Yuvraj Thakur is an Indian television actor, model and writer. He is best known for portraying the role of Arjun Thakur in Humse Hai Liife and as Sammy on Bade Achhe Lagte Hain. He has also appeared in shows like Gumrah: End of Innocence, Pyaar Tune Kya Kiya, and MTV Fanaah. He was last seen playing the role of Azhar Khan in the MTV show Girls on Top.

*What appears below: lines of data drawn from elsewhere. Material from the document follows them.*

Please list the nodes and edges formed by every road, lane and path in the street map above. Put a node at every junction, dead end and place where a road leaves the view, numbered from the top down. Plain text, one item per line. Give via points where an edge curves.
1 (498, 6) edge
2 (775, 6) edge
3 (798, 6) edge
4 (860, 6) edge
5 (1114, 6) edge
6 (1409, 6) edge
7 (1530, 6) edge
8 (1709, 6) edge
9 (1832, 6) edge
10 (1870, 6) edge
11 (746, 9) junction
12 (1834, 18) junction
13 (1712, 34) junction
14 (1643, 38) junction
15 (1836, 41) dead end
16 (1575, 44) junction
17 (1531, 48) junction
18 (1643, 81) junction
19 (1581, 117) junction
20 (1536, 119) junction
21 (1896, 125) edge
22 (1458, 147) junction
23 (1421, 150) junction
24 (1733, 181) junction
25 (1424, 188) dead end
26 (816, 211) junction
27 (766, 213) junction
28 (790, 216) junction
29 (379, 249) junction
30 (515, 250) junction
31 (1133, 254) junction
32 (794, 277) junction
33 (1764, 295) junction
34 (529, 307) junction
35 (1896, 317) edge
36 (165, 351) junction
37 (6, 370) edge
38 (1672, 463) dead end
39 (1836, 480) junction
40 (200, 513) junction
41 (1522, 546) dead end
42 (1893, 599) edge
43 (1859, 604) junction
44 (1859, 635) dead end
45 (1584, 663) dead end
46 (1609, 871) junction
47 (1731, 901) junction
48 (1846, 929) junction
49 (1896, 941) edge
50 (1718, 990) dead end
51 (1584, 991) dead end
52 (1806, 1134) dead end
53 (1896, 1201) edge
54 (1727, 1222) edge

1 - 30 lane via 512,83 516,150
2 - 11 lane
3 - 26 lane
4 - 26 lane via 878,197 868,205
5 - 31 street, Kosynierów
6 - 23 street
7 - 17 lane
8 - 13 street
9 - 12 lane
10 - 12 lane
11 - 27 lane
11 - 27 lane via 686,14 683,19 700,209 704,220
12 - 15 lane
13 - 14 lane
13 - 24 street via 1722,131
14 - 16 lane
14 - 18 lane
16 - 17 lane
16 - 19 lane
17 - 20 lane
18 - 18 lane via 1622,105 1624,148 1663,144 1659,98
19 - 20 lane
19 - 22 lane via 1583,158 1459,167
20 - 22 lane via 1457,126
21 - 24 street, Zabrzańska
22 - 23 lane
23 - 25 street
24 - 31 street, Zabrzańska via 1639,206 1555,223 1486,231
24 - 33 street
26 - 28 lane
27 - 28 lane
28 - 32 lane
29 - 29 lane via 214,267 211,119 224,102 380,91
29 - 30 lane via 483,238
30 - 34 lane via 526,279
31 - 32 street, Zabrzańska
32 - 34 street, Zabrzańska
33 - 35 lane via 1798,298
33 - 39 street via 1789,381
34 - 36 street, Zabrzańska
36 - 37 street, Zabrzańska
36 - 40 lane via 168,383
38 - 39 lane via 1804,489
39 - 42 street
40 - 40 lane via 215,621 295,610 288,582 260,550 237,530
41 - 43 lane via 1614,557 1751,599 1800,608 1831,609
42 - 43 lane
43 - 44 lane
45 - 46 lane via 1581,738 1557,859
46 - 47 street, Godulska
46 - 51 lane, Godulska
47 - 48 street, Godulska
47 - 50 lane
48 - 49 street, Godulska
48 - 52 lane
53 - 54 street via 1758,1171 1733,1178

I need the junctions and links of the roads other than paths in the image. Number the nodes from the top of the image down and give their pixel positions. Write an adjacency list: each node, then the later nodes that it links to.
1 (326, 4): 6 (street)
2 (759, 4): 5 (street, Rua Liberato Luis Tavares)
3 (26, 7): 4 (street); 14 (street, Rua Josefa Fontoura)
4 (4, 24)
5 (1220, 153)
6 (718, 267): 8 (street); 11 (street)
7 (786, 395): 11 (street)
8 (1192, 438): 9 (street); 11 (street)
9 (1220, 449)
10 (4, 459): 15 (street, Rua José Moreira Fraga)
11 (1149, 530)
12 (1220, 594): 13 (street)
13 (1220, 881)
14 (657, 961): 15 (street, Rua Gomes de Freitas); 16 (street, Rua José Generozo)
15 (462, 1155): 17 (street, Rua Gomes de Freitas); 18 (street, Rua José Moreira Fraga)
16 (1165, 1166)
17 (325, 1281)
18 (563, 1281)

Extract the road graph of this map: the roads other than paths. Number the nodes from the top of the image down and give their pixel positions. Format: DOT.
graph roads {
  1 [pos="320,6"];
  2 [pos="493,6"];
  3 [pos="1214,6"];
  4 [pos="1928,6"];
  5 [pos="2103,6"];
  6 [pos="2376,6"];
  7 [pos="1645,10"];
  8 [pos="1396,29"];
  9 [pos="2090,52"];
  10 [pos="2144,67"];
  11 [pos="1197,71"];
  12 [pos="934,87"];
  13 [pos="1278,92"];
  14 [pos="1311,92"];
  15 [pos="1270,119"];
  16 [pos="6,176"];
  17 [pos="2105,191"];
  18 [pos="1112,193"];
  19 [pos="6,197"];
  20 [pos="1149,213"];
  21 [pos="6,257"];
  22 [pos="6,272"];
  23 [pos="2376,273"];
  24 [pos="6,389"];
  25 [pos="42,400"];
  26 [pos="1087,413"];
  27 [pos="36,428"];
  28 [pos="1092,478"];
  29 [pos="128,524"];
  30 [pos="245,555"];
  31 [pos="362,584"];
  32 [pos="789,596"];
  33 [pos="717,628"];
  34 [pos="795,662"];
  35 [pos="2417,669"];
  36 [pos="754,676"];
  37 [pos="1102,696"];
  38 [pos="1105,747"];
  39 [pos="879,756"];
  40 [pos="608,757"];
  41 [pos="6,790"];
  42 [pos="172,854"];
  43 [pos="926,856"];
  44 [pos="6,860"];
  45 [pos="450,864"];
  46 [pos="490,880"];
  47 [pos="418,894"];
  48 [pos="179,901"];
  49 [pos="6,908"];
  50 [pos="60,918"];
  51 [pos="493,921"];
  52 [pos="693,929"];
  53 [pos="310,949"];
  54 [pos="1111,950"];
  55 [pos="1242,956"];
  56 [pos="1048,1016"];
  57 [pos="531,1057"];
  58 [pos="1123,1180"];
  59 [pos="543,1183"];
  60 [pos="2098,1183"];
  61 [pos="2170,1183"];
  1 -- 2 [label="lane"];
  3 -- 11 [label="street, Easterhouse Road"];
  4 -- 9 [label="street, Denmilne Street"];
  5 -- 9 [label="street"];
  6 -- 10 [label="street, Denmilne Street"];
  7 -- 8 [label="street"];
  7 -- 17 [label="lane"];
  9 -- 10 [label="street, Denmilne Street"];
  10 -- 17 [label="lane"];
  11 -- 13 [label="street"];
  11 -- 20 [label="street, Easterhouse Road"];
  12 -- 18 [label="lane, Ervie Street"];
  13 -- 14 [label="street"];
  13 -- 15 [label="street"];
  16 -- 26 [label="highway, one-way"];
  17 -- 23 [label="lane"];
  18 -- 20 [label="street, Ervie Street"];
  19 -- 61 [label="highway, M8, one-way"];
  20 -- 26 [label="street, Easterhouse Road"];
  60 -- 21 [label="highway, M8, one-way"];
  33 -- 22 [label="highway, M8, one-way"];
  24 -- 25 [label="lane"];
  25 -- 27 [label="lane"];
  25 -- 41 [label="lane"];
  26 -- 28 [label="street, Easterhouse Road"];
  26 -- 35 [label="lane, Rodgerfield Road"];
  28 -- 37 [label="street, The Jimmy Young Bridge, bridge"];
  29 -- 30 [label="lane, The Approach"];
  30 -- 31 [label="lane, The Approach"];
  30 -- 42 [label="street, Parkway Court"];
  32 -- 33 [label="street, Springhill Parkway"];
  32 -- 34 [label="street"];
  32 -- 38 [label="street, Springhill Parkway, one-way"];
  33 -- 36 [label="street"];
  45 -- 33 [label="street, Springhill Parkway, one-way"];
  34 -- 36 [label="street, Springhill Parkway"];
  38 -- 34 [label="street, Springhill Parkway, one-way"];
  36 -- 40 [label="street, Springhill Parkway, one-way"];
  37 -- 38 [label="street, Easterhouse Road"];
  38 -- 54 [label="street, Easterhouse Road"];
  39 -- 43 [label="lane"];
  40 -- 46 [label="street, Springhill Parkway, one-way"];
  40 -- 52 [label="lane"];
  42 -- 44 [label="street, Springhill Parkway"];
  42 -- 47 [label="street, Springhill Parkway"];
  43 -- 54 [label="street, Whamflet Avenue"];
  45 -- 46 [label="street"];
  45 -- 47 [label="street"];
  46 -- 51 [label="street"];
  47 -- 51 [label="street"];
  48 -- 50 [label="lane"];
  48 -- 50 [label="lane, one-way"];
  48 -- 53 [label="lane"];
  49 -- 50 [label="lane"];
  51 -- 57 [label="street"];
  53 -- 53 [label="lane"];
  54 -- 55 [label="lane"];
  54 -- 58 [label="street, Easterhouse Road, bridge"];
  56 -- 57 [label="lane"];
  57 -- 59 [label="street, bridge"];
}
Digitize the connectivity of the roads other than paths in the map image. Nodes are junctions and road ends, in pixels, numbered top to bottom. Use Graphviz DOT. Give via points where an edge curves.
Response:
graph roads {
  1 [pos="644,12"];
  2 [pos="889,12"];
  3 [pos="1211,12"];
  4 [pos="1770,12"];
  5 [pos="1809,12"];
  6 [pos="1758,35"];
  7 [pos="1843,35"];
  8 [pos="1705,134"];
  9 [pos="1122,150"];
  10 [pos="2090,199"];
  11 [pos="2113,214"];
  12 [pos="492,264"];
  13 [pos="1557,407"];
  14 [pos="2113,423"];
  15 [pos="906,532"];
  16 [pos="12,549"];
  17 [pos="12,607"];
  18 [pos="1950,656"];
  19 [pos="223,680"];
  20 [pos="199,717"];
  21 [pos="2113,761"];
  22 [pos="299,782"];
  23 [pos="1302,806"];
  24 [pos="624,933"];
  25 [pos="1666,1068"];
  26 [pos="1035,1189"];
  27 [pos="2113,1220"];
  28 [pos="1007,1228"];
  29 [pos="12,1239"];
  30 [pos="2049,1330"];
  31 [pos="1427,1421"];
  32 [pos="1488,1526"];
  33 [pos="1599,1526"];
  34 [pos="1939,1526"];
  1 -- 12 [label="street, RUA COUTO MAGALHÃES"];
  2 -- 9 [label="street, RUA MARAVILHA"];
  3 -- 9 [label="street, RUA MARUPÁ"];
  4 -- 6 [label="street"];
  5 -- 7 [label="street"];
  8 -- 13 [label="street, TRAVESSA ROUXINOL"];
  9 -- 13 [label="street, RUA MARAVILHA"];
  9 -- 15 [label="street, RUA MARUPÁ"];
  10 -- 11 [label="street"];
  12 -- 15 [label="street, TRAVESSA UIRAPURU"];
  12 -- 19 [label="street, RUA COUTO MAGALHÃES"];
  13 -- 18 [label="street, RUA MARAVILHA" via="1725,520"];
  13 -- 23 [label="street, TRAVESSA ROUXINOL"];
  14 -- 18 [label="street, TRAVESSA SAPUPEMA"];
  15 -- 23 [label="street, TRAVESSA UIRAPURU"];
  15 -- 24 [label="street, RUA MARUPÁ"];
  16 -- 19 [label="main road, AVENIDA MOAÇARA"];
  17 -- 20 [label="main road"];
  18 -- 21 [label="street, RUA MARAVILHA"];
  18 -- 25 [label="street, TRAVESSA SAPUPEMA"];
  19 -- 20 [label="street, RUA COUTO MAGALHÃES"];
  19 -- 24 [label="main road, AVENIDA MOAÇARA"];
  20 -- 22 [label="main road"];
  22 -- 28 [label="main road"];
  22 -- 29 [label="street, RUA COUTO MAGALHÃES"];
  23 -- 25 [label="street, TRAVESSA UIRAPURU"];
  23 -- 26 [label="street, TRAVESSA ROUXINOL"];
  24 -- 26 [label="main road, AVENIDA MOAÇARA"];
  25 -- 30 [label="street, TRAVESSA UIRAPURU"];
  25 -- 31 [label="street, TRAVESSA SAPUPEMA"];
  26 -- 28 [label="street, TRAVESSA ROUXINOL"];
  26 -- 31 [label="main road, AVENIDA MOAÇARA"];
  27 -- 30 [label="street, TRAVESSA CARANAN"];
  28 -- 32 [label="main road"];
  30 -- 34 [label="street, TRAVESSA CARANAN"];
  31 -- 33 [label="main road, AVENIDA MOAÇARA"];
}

==Acting and modeling career==
Thakur stepped into the modeling world by starting off as a commercial ad actor by working with an ad of Tata DoCoMo which turned out to be a big break for him. After starting with Tata Docomo, he appeared in several commercials such as Hero Maestro bikes, Horlicks, Vaseline Men's face wash with Shahid Kapoor, Vicco Shaving Cream and Renault cars.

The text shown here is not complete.